• Exercise prompt:
Check the records below line by line. Give the count of lines with "Evrenköy", and nothing else.

---

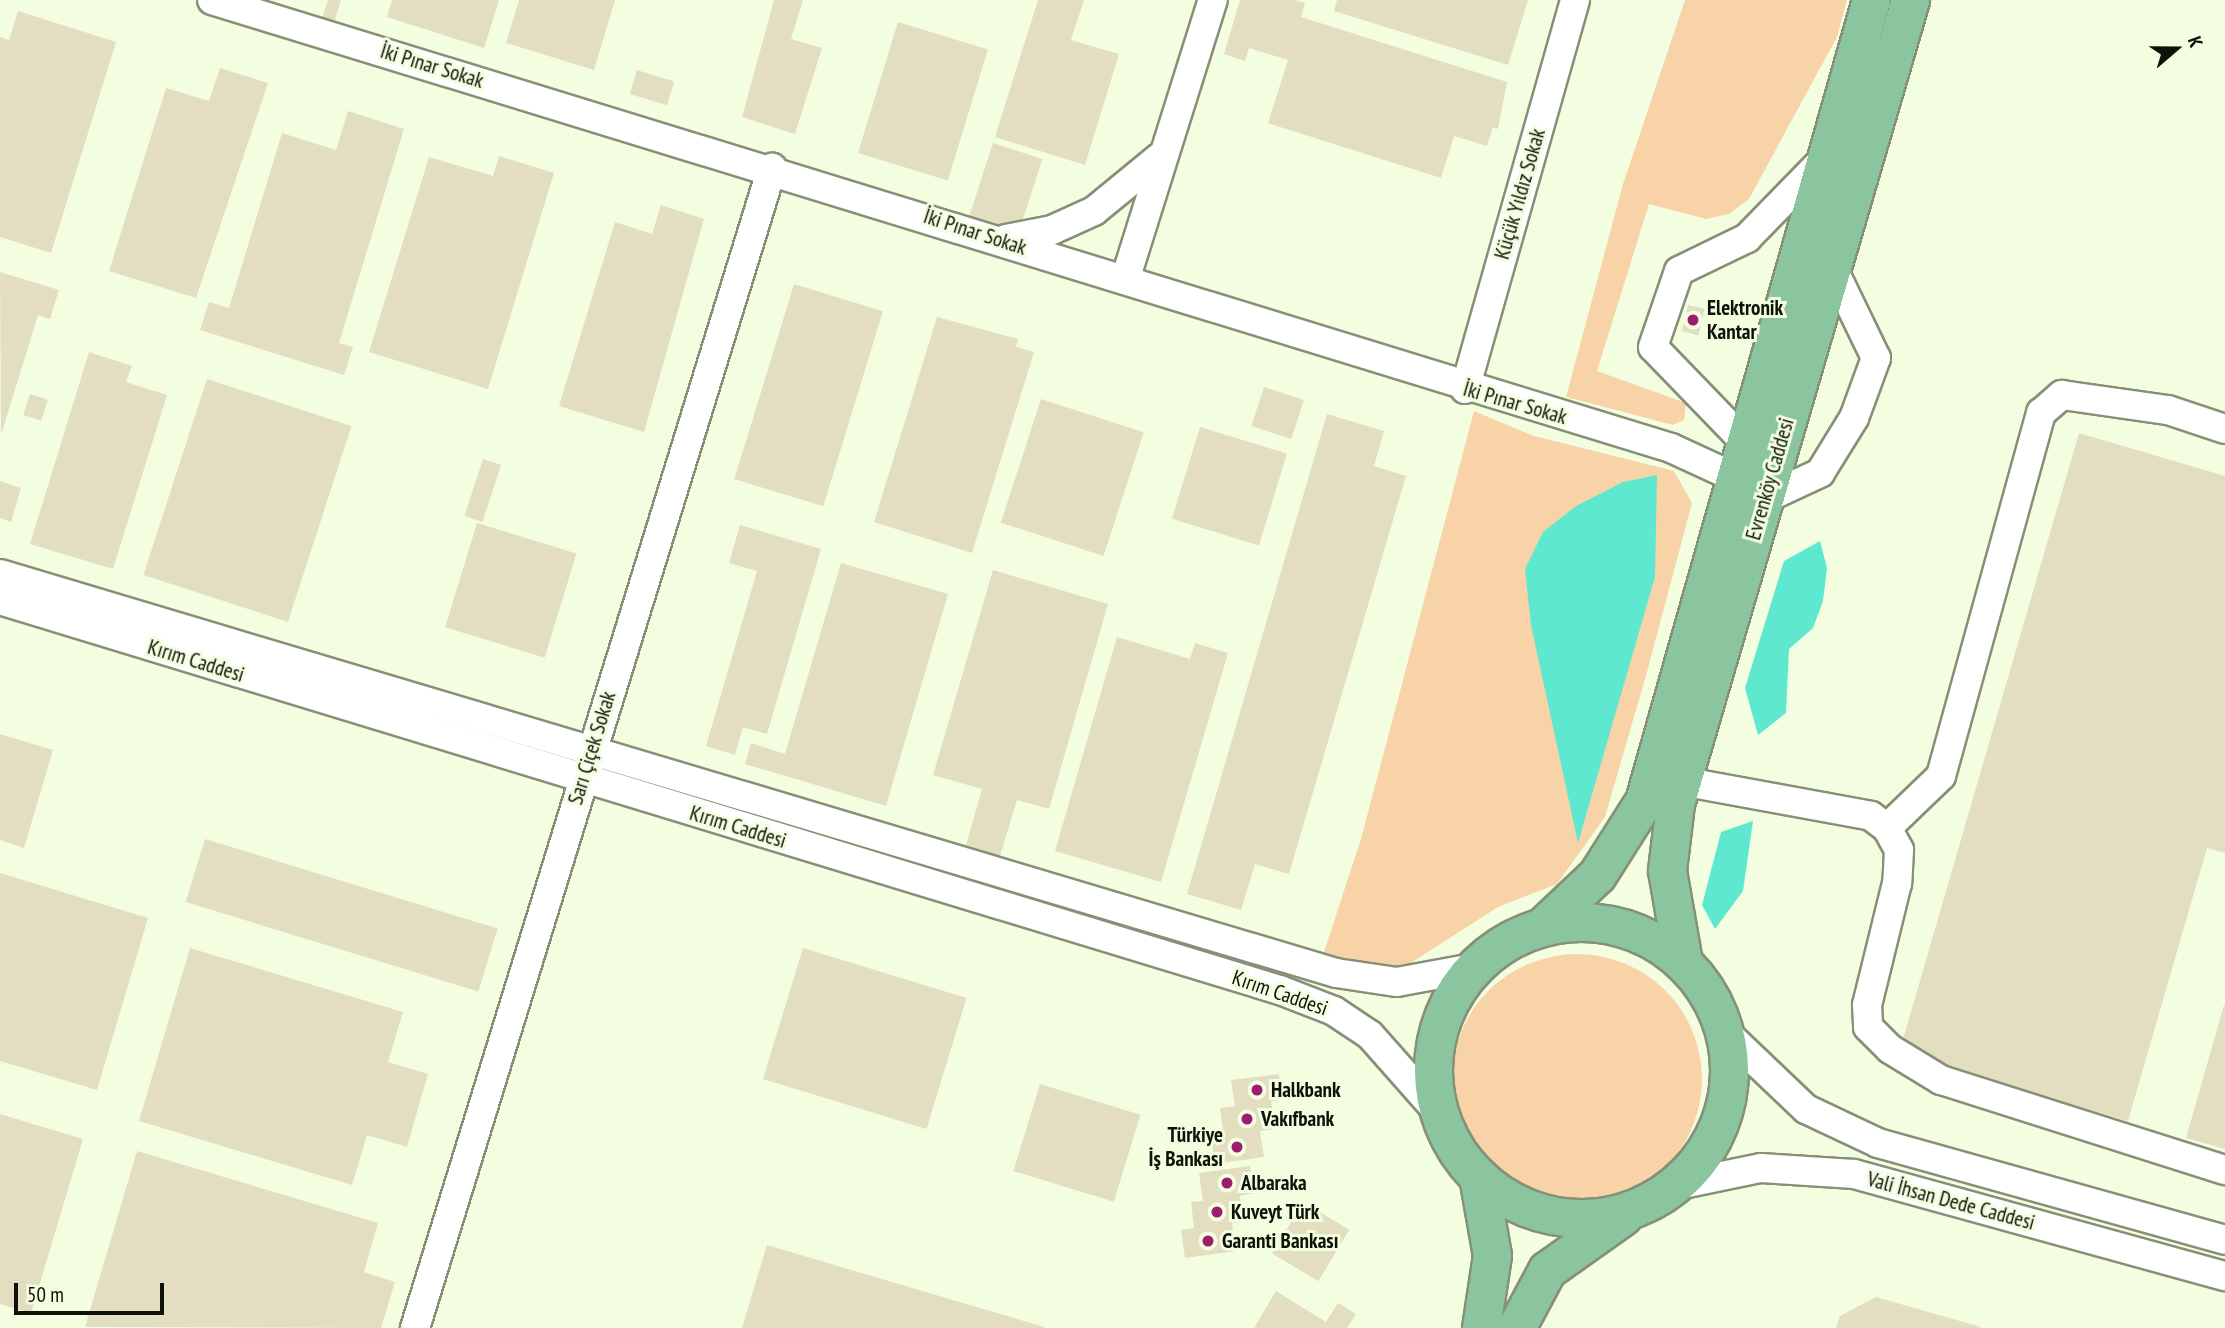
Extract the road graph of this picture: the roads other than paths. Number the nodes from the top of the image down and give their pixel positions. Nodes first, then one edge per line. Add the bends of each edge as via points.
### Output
1 (212, 0) edge
2 (1213, 0) edge
3 (1575, 0) edge
4 (1871, 0) edge
5 (1910, 0) edge
6 (1166, 149) junction
7 (1825, 157) junction
8 (772, 168) junction
9 (1000, 240) junction
10 (1832, 267) junction
11 (1125, 280) junction
12 (1465, 389) junction
13 (2225, 429) edge
14 (1743, 440) junction
15 (1732, 476) junction
16 (1764, 499) junction
17 (0, 574) edge
18 (0, 600) edge
19 (590, 753) junction
20 (582, 780) junction
21 (1681, 781) junction
22 (1887, 828) junction
23 (1544, 926) junction
24 (1683, 962) junction
25 (1473, 968) junction
26 (1724, 1031) junction
27 (1440, 1114) junction
28 (2225, 1170) edge
29 (1478, 1176) junction
30 (1673, 1186) junction
31 (1637, 1208) junction
32 (2225, 1240) edge
33 (2225, 1276) edge
34 (415, 1328) edge
35 (1481, 1328) edge
36 (1516, 1328) edge

1 - 8 street, İki Pınar Sokak
2 - 6 street
3 - 12 street, Küçük Yıldız Sokak
4 - 7 main road, Evrenköy Caddesi
5 - 10 main road, Evrenköy Caddesi
6 - 9 street via 1140,179 1094,211 1052,230
6 - 11 street
7 - 14 main road, Evrenköy Caddesi
7 - 14 street via 1747,239 1679,271 1653,347
8 - 9 street, İki Pınar Sokak
8 - 19 street, Sarı Çiçek Sokak
9 - 11 street, İki Pınar Sokak
10 - 16 main road, Evrenköy Caddesi
10 - 16 street via 1876,358 1854,418 1820,473
11 - 12 street, İki Pınar Sokak
12 - 15 street, İki Pınar Sokak via 1671,448
13 - 22 street via 2168,410 2062,395 2041,413 1941,776
14 - 15 main road, Evrenköy Caddesi
15 - 23 main road, Evrenköy Caddesi via 1644,801 1597,875
16 - 21 main road, Evrenköy Caddesi
17 - 19 street, Kırım Caddesi
18 - 20 street, Kırım Caddesi
19 - 20 street, Sarı Çiçek Sokak
19 - 25 street, Kırım Caddesi via 1356,978 1416,981
20 - 27 street, Kırım Caddesi via 1311,1001 1370,1035
20 - 34 street, Sarı Çiçek Sokak
21 - 22 street via 1871,816
21 - 24 main road, Evrenköy Caddesi via 1667,870
22 - 28 street via 1899,850 1897,883 1867,1005 1868,1027 1890,1049 1941,1080
23 - 24 main road via 1618,926
23 - 25 main road via 1505,942
24 - 26 main road via 1712,1001
25 - 27 main road via 1448,1005 1434,1047
26 - 30 main road via 1729,1074 1722,1116 1703,1154
26 - 32 street, Vali İhsan Dede Caddesi via 1806,1109 1878,1143
27 - 29 main road
29 - 31 main road via 1512,1201 1552,1215 1595,1218
29 - 35 main road via 1492,1255
30 - 31 main road
30 - 33 street, Vali İhsan Dede Caddesi via 1761,1168 1854,1174
31 - 36 main road via 1547,1270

---

• Result:
8